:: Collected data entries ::
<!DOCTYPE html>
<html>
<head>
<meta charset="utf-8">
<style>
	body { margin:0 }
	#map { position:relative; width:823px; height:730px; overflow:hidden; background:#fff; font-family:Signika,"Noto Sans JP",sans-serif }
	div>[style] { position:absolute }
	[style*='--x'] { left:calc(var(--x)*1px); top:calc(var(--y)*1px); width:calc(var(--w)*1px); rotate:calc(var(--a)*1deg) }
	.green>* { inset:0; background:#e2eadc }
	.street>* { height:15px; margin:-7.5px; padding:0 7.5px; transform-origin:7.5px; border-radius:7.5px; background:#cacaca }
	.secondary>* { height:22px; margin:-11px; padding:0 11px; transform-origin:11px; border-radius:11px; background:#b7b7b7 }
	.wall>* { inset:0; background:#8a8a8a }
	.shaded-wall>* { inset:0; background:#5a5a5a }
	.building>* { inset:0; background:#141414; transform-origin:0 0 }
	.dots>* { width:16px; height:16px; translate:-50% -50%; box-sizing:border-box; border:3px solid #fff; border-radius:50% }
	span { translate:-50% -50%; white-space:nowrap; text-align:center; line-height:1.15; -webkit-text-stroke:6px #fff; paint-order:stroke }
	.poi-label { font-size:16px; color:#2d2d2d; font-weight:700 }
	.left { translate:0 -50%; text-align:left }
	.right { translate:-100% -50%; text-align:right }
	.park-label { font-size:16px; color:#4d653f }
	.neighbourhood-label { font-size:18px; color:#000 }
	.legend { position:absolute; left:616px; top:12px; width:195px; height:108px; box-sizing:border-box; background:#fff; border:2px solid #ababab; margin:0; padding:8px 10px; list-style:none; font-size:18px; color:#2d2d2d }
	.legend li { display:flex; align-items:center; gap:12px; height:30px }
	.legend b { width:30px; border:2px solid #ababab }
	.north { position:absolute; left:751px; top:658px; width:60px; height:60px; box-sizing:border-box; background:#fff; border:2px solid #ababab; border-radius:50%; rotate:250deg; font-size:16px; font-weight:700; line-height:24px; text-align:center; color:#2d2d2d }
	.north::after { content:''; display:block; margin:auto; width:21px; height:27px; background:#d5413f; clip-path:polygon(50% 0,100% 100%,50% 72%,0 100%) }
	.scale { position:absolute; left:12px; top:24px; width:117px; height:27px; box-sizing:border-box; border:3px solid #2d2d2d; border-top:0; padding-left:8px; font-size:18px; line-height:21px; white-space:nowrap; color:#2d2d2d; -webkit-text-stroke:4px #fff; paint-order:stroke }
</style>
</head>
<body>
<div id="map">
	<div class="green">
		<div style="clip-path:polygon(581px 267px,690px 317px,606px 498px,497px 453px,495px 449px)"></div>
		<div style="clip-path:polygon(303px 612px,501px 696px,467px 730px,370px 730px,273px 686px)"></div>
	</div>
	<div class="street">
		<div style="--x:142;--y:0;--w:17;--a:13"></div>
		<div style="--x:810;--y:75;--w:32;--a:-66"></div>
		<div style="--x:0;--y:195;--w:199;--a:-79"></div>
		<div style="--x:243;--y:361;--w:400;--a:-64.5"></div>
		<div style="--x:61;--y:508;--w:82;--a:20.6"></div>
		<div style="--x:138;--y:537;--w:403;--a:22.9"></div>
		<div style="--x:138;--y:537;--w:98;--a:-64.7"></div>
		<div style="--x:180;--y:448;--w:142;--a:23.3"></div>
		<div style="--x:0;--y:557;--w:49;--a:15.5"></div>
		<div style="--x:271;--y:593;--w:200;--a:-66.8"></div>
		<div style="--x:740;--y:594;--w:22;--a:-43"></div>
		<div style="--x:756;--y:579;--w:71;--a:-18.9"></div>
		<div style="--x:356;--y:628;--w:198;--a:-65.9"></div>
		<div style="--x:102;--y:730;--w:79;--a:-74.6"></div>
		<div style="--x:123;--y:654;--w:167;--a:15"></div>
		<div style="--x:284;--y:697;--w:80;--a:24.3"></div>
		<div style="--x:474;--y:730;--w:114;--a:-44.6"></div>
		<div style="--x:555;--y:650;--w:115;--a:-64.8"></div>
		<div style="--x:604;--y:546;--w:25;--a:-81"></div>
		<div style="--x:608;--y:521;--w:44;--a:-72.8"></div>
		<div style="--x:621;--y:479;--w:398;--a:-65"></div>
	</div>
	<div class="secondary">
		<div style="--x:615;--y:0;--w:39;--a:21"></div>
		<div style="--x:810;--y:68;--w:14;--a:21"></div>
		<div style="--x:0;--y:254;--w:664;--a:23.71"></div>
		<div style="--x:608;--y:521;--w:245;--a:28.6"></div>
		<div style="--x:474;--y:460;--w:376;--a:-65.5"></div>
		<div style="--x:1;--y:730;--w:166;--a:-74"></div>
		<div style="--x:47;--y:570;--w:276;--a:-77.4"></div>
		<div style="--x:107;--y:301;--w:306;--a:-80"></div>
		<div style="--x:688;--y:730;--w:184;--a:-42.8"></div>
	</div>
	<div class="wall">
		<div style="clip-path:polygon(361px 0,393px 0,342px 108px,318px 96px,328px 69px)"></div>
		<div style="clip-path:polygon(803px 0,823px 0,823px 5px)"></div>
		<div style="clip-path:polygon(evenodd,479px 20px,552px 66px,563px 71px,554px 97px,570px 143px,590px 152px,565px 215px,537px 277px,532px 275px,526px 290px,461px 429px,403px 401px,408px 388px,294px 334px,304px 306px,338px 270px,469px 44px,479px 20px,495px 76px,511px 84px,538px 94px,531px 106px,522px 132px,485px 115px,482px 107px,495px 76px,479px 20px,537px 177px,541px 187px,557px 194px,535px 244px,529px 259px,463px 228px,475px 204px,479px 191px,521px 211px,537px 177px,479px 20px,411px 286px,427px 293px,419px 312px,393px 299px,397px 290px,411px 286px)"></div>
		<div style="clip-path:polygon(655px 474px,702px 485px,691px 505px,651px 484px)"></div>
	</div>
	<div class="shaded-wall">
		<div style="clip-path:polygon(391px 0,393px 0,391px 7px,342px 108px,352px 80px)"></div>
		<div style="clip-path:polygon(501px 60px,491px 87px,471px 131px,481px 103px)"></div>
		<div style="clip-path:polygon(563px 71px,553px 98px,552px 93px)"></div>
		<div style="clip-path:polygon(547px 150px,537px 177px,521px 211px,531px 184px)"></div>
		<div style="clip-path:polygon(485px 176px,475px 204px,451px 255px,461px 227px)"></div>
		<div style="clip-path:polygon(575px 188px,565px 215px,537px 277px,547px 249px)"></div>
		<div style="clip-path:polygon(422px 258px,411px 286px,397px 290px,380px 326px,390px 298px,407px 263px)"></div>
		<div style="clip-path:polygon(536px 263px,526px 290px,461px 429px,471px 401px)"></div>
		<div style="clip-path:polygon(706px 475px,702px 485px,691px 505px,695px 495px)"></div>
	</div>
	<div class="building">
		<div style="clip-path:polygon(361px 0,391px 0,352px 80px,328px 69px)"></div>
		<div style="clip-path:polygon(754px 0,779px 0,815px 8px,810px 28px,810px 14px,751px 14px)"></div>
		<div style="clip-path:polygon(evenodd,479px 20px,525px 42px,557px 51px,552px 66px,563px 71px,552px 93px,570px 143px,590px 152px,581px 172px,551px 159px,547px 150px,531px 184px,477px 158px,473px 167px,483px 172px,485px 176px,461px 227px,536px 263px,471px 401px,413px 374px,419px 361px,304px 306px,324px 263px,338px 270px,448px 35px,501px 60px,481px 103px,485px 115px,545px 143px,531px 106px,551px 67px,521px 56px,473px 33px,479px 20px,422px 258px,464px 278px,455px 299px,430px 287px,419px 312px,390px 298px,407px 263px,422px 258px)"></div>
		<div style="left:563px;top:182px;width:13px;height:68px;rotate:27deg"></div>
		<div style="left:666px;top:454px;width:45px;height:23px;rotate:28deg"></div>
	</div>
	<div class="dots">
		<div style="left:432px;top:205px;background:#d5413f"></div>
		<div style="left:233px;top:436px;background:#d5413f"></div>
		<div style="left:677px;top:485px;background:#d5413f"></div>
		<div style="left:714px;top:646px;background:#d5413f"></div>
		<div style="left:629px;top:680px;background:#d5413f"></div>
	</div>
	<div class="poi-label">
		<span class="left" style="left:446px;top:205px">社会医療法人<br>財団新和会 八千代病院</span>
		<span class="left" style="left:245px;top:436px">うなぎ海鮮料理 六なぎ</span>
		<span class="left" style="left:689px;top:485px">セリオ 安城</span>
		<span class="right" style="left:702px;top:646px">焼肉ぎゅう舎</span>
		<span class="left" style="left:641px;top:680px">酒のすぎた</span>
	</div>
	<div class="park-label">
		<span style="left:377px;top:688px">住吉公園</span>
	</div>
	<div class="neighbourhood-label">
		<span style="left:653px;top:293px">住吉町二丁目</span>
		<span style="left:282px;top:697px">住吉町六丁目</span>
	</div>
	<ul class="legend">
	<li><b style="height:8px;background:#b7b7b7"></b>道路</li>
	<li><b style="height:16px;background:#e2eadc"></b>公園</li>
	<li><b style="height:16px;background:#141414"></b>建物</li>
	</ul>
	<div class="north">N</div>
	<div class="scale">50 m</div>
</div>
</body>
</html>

:: What is required ::
Retype the entries above exactly, but only from the line containing "translate:-50% -50%; white-space:nowrap;" through the line containing "position:absolute; left:751px; top:658px;", both included.

:: Answer to this task ::
	span { translate:-50% -50%; white-space:nowrap; text-align:center; line-height:1.15; -webkit-text-stroke:6px #fff; paint-order:stroke }
	.poi-label { font-size:16px; color:#2d2d2d; font-weight:700 }
	.left { translate:0 -50%; text-align:left }
	.right { translate:-100% -50%; text-align:right }
	.park-label { font-size:16px; color:#4d653f }
	.neighbourhood-label { font-size:18px; color:#000 }
	.legend { position:absolute; left:616px; top:12px; width:195px; height:108px; box-sizing:border-box; background:#fff; border:2px solid #ababab; margin:0; padding:8px 10px; list-style:none; font-size:18px; color:#2d2d2d }
	.legend li { display:flex; align-items:center; gap:12px; height:30px }
	.legend b { width:30px; border:2px solid #ababab }
	.north { position:absolute; left:751px; top:658px; width:60px; height:60px; box-sizing:border-box; background:#fff; border:2px solid #ababab; border-radius:50%; rotate:250deg; font-size:16px; font-weight:700; line-height:24px; text-align:center; color:#2d2d2d }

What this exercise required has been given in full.